# urgent baby goat has bloody stool



## jessieturner (Jan 1, 2014)

one of my triplet girls has been hunching her back and hasnt eaten as much at last feeding. just now when I went to put her up at night I saw several chunks of bright red bloody stool coming from her rectum. she is 4 days old on the bottle. cows milk/buttermilk/evap milk mixture. 
it was a very hectic birth and I honestly do not think she got very much colostrum at all









.


----------



## Gunsmith48 (Jan 27, 2013)

Kid may have coccidiosis because a bloody stool is one, of the symptoms of coccida, Coccidia medication - Sulmet, Albon, Demethox, corid or Baycox. A diagnoses of coccida is do by getting a fecal so someone that knows how to view it with a microscope. A vet can do the fecal for you. Get a temp on her. Is she grinding her teeth? That usually a sign of pain. Being hunched over is a sign the she may be plugged. Do you have a vet that you could give a call. A kid could die quickly if gone untreated. I'm not a Vet but this is where I would start.


----------



## goathiker (Apr 14, 2011)

This kid is way too young for cocci, I would suspect E-coli. A vet would be a very good idea.


----------



## kccjer (Jan 27, 2012)

That kind of bright red blood is not good at all.

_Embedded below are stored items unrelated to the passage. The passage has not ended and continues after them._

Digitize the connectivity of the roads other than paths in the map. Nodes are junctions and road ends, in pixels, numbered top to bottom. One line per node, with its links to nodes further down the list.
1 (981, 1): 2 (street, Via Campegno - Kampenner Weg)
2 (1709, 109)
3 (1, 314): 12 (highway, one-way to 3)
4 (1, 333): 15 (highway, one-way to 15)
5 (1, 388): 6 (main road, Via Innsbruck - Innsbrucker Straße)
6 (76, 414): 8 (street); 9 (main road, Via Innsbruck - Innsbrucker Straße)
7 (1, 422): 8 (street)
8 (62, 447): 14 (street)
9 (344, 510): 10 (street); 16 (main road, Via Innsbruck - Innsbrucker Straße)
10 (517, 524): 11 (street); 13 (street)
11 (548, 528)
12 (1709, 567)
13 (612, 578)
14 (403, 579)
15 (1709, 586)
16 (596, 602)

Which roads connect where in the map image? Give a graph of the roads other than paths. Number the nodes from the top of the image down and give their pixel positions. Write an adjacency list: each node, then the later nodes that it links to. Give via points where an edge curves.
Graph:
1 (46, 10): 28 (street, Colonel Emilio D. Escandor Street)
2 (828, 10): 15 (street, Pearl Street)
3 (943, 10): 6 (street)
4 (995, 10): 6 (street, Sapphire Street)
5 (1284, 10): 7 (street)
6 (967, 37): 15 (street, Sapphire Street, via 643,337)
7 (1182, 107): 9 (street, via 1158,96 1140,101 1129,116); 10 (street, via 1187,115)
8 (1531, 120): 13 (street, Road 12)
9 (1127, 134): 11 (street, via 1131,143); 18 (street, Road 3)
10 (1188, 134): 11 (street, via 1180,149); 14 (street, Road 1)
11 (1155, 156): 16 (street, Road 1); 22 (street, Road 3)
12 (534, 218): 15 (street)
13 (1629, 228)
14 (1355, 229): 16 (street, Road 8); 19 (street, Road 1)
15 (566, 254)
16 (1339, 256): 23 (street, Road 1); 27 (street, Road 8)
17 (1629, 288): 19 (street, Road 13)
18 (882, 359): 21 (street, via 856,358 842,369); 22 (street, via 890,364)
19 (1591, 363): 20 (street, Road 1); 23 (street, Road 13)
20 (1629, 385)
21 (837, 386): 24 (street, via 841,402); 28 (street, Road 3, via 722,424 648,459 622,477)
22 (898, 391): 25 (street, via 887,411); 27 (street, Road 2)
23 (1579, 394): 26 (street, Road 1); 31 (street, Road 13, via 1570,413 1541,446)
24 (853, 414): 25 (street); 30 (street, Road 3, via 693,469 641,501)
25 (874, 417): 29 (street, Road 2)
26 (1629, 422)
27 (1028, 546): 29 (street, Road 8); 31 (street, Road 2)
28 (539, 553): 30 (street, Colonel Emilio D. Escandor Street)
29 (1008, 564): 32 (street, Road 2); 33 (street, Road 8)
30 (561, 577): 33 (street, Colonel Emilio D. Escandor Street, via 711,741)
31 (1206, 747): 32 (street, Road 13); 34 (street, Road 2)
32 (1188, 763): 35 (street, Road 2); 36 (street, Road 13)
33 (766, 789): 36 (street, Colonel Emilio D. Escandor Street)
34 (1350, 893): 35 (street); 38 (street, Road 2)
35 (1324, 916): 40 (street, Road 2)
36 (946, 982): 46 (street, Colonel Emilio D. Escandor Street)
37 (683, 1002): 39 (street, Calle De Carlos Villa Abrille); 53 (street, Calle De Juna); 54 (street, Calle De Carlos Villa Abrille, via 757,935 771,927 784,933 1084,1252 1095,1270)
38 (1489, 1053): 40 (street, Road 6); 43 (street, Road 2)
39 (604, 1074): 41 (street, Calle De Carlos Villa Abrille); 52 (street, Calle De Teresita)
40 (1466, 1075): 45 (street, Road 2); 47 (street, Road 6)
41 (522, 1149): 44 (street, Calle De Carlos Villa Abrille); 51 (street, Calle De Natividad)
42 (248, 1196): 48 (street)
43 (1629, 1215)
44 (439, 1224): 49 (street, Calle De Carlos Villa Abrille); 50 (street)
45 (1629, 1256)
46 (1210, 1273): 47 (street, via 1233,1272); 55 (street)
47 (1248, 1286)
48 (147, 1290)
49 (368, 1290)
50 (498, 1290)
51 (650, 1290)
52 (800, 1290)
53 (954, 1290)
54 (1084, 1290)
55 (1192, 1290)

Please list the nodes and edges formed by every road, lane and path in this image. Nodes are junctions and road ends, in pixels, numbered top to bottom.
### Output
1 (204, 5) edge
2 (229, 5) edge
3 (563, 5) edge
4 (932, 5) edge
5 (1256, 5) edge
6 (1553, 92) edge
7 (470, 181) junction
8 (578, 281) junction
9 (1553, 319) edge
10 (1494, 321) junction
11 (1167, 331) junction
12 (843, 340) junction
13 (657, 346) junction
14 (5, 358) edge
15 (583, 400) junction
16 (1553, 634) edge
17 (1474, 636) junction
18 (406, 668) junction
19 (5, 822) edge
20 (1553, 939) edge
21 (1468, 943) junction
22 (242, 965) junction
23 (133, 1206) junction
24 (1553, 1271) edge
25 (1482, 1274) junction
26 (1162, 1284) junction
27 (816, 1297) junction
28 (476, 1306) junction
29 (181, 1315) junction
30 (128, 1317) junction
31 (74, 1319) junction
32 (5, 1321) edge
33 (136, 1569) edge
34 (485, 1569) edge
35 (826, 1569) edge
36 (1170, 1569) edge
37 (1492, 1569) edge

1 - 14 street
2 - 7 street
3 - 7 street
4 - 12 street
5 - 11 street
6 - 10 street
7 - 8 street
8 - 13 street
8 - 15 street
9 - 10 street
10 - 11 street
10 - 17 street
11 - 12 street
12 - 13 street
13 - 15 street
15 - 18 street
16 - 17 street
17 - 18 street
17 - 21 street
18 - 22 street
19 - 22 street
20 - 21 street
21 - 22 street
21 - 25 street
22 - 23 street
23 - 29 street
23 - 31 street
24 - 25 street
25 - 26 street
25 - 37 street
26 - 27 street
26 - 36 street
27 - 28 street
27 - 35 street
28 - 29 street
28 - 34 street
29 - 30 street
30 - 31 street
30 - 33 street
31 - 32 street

Have you gotten ahold of a vet?


----------



## ksalvagno (Oct 6, 2009)

I would call the vet.


----------



## toth boer goats (Jul 20, 2008)

I agree, too young for cocci. get a vet ASAP.


----------



## toth boer goats (Jul 20, 2008)

How is the baby?


----------



## eqstrnathlete (Mar 16, 2013)

Frank blood is not good. Vet ASAP.


----------



## kccjer (Jan 27, 2012)

Do we have any news at sll?

Sent from my SCH-I535 using Goat Forum mobile app


----------